As mentioned in last week's blog, this week I am going to focus on effective online group project assessment strategies.
  • Before a group even begins its project, it is important - as the instructor - to point out that there are multiple personalities and perspectives at play in each group.  Therefore, laying everything out on the table as far as group members' expectations and project result desires will help to ease anxieties or concerns. Requiring groups to create Team Charters or sets of rules and expectations will set the stage for effective accountability and assessment later on.
  • Research has shown that effective online group project assessment should be broken down into four areas:  Instructor Assessment of Project; Project Process Assessment; Student Self Assessment; and Peer Assessment.
  • Not all of these areas should be equally weighted, but all areas should be addressed in some capacity.
  • Instructor assessment of project:  Using a pre-developed grading rubric that was originally shared with the group in conjunction with the group project assignment details, the instructor will grade the end group project product.
  • Project Process Assessment:  Using the touch point stages of the project, the instructor will gauge and assess how the group is working holistically and assess the process, once again using a pre-developed grading rubric.
  • Student Self Assessment:  Most effective in the form of a reflection paper, students should individually analyze and evaluate his/her participation in the group process and contribution to the end product.  Each student can individually assign a score to him/herself, but the real grading of this component is the instructor's evaluation of the student's reflection.  Did the student really engage in the reflection process and did he/she exhibit an understanding of his/her strengths and weaknesses in the process?
  • Peer Assessment:  This final phase of the assessment process allows students to use their Team Charter guidelines to evaluate one another on overall group process participation and contribution.  A quick and easy way for students to evaluate one another in this fashion is to assign points to each team member based on his/her evaluation of the Team Charter criteria, then the instructor will average the scores from all team members.  That averaged score will be what is recorded for individual team members in the grade book.  
If you have any questions on any of these assessment strategies, or if you have approaches you have used that have worked well and differ from what is stated above, please share those with me.
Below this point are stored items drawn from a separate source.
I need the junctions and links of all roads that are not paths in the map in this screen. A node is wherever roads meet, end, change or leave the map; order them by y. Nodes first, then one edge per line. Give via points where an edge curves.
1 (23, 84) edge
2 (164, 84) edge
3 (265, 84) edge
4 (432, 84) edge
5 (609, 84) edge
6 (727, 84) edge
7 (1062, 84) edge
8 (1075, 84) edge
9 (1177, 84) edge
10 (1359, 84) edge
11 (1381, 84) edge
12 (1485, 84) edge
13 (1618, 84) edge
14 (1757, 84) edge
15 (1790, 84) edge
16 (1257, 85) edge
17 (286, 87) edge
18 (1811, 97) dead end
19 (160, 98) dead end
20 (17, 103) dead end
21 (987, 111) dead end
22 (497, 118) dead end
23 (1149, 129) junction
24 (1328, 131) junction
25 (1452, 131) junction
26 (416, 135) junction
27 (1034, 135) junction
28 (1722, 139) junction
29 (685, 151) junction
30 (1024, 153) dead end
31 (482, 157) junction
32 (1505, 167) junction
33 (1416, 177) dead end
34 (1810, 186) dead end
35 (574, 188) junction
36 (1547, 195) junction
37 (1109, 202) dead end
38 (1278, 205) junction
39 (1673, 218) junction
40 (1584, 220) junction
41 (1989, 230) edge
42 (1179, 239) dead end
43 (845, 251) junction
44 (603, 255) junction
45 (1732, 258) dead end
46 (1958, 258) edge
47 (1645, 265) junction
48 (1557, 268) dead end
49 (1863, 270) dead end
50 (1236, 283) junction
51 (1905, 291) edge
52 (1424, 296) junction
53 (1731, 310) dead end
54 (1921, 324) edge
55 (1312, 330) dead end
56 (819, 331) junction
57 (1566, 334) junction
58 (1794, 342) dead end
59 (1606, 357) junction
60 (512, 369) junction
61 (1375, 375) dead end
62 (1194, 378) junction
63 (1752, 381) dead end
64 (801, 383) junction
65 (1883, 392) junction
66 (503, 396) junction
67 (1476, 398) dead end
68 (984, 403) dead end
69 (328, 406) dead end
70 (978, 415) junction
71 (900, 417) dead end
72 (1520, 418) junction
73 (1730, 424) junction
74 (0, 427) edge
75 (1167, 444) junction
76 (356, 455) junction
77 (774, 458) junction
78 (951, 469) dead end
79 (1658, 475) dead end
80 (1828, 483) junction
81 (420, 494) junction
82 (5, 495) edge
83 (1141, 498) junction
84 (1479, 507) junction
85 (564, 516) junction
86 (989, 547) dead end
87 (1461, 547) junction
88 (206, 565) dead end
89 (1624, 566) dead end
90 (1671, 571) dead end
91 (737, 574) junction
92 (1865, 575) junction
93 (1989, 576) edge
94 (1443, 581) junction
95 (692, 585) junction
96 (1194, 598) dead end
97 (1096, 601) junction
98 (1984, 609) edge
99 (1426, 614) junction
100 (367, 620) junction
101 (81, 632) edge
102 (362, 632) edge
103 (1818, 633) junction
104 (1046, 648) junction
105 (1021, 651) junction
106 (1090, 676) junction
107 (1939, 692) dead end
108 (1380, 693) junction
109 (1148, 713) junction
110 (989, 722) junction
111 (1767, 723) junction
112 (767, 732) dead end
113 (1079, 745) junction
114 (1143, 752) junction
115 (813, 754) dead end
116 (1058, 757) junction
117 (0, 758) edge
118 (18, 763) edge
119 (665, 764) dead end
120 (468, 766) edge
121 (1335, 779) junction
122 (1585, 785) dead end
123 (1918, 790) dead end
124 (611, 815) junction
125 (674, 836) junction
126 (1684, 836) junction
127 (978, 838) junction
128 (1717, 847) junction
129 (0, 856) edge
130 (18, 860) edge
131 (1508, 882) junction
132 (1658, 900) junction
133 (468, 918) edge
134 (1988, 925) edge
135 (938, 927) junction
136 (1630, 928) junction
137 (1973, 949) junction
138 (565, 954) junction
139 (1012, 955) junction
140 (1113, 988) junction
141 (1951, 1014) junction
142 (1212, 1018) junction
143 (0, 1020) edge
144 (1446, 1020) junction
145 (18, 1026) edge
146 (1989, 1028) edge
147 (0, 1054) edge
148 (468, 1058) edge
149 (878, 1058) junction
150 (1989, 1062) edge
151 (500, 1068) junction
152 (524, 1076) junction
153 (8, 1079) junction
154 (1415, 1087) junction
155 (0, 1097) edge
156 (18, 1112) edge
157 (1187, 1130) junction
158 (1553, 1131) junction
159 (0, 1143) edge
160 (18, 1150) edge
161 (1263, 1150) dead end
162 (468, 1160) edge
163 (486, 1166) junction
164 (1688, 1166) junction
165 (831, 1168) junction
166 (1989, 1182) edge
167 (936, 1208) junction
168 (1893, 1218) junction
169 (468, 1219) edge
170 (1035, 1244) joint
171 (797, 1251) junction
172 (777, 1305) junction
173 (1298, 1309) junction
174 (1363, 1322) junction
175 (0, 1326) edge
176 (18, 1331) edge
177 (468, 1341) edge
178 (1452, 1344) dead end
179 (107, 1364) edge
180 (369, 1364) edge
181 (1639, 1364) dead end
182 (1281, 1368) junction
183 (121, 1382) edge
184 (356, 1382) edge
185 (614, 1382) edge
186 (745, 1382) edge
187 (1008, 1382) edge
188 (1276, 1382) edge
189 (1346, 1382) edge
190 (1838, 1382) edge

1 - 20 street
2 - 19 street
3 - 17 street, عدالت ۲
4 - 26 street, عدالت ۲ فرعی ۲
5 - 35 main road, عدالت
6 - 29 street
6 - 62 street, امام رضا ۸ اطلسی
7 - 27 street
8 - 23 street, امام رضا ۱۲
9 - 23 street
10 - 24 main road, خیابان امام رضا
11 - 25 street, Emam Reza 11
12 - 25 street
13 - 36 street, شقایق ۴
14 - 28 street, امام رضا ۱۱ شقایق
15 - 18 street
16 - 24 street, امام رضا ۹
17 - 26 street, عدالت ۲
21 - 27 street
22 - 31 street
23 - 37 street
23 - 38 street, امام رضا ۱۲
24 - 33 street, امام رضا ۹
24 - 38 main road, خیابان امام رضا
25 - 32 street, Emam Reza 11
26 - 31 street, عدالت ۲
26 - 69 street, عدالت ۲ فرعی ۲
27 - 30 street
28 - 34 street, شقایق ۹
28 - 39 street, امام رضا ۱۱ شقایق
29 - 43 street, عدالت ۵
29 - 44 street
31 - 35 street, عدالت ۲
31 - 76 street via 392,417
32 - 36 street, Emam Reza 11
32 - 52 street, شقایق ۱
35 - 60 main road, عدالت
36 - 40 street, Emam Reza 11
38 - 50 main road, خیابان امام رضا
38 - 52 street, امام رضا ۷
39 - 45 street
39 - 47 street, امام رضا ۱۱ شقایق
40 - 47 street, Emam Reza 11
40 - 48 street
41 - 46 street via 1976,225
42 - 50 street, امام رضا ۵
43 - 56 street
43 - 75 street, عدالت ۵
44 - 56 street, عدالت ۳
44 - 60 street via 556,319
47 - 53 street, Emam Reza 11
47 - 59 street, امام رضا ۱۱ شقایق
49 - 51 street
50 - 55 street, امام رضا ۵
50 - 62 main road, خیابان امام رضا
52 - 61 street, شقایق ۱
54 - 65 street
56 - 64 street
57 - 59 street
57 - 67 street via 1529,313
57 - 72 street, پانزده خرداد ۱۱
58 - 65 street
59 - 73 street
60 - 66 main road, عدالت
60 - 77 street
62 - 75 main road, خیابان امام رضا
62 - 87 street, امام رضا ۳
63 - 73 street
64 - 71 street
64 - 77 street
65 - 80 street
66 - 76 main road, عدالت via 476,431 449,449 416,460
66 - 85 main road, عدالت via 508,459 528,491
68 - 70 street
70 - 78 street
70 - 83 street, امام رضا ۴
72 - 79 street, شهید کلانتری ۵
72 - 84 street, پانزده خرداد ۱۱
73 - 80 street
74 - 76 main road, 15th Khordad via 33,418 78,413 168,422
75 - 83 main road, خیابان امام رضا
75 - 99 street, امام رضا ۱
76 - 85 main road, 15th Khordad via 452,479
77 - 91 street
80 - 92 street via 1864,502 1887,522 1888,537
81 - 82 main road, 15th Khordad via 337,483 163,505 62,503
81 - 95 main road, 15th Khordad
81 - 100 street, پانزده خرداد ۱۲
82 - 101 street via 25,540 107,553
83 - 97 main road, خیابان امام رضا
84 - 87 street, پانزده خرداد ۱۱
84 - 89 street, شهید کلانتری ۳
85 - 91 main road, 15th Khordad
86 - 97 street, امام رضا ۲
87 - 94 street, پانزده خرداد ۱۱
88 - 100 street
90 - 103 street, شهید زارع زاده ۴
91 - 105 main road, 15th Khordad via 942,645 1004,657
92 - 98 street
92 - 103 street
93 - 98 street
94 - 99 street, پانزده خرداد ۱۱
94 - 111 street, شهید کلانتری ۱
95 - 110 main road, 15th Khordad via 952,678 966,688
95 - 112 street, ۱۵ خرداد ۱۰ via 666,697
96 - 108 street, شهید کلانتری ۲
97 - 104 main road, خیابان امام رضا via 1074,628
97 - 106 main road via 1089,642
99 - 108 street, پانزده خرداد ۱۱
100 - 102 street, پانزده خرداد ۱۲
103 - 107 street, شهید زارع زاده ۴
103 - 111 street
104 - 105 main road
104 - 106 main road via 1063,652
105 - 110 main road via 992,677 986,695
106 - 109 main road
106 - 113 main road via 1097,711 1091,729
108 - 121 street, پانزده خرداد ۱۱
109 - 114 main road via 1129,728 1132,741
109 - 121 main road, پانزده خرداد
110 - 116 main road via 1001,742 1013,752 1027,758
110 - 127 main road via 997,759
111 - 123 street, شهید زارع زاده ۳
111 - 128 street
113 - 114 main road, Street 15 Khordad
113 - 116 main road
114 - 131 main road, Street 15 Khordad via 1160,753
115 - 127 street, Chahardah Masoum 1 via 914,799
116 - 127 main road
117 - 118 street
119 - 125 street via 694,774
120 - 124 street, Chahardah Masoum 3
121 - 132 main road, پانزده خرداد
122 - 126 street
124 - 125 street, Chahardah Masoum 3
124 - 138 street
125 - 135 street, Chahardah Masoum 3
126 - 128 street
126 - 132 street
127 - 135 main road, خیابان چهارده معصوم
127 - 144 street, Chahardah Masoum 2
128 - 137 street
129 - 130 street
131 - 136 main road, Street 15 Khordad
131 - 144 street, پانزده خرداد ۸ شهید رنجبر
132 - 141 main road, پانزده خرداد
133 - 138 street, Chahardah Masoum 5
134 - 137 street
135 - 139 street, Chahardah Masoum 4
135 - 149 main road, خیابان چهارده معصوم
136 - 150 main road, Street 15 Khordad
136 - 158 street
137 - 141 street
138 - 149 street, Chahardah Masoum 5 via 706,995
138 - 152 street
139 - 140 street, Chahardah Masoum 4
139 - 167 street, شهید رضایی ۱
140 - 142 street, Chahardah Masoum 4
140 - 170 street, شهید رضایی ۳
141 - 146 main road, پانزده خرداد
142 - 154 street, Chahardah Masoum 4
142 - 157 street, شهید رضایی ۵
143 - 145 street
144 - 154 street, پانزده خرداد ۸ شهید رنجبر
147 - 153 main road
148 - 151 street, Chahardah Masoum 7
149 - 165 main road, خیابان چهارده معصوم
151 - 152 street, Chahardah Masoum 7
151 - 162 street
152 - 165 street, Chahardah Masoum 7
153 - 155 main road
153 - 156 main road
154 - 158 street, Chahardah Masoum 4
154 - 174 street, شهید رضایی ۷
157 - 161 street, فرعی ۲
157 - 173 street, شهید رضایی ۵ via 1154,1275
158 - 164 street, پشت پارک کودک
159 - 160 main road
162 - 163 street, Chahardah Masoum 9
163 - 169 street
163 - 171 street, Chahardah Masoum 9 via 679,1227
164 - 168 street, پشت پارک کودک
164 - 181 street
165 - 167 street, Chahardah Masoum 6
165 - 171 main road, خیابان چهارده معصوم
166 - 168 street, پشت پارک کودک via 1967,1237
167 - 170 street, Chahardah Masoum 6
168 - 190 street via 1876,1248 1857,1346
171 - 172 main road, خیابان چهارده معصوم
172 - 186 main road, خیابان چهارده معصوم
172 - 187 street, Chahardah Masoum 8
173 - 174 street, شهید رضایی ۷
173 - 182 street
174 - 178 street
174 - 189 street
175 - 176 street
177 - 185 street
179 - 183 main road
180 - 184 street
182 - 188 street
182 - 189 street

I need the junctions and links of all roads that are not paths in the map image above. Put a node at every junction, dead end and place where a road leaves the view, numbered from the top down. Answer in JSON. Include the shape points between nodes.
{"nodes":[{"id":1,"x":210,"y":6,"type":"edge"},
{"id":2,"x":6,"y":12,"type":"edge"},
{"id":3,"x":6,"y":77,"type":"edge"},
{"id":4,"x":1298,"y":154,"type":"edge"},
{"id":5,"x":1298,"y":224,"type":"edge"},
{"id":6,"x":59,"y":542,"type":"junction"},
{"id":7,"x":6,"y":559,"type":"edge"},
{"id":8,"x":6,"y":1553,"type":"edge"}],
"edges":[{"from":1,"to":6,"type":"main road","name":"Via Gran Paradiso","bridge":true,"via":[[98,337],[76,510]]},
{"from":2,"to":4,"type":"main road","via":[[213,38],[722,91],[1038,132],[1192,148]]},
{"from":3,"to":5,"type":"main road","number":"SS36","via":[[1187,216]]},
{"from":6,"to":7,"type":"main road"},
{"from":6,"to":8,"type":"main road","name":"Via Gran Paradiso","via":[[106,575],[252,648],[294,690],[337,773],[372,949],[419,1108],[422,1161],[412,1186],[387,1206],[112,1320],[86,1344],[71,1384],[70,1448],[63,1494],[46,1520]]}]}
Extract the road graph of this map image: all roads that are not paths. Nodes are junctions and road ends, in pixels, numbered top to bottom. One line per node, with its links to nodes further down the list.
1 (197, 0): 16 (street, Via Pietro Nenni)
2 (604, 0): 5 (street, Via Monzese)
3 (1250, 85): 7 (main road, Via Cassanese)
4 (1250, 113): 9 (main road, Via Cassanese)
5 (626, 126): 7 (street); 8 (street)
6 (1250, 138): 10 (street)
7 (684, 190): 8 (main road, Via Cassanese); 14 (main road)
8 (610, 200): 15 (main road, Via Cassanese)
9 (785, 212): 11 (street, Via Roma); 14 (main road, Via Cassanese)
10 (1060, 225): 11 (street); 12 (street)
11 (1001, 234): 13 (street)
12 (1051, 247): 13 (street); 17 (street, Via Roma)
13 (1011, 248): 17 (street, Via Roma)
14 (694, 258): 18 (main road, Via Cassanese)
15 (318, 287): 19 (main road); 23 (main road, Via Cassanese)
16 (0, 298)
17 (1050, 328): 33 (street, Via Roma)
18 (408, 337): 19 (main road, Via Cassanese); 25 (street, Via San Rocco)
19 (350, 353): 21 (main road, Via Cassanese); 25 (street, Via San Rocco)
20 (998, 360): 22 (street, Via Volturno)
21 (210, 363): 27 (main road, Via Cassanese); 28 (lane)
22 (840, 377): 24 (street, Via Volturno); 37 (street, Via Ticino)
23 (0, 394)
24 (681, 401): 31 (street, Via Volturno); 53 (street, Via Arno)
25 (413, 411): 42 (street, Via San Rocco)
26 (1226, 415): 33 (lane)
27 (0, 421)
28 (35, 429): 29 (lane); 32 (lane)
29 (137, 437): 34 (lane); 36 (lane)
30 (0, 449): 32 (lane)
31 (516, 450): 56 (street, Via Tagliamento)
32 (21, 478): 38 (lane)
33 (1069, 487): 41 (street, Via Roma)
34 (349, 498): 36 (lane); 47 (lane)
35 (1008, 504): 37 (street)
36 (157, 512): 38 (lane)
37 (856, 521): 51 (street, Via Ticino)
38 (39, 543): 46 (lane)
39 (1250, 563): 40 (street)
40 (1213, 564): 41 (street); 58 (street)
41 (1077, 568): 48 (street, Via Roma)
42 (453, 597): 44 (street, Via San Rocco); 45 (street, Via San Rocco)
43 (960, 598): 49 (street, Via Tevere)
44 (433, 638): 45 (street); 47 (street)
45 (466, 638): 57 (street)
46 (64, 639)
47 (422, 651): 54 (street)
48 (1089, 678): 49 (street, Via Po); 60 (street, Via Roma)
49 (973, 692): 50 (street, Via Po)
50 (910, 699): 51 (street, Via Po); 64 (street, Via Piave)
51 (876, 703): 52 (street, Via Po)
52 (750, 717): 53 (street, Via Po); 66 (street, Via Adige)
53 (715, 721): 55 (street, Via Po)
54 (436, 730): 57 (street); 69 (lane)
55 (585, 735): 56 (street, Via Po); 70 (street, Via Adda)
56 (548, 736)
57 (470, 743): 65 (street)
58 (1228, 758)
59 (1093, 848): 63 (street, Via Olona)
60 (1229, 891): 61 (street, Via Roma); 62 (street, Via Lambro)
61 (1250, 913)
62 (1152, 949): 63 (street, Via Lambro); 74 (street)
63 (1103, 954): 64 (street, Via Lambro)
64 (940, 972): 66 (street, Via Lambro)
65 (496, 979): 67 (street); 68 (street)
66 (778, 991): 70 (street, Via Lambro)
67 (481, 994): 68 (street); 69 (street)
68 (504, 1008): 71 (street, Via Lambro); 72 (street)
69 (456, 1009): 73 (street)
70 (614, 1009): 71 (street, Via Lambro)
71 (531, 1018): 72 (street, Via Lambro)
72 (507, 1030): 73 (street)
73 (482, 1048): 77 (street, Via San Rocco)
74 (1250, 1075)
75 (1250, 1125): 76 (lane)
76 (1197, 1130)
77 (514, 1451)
Thanks and once again Happy Thanksgiving!
Heather Thomton-Stockman
Online Instructional Specialist

Wednesday, November 16, 2011

November 16, 2011

Good Morning Online Instructors,

This week's and next week's blog posts are going to be dedicated to offering some research findings, some tips, and some observations your fellow colleagues shared in their "Facilitating Online Groups" instructor training courses this quarter.  The great insights gained from the training sessions can benefit all of us as online instructors.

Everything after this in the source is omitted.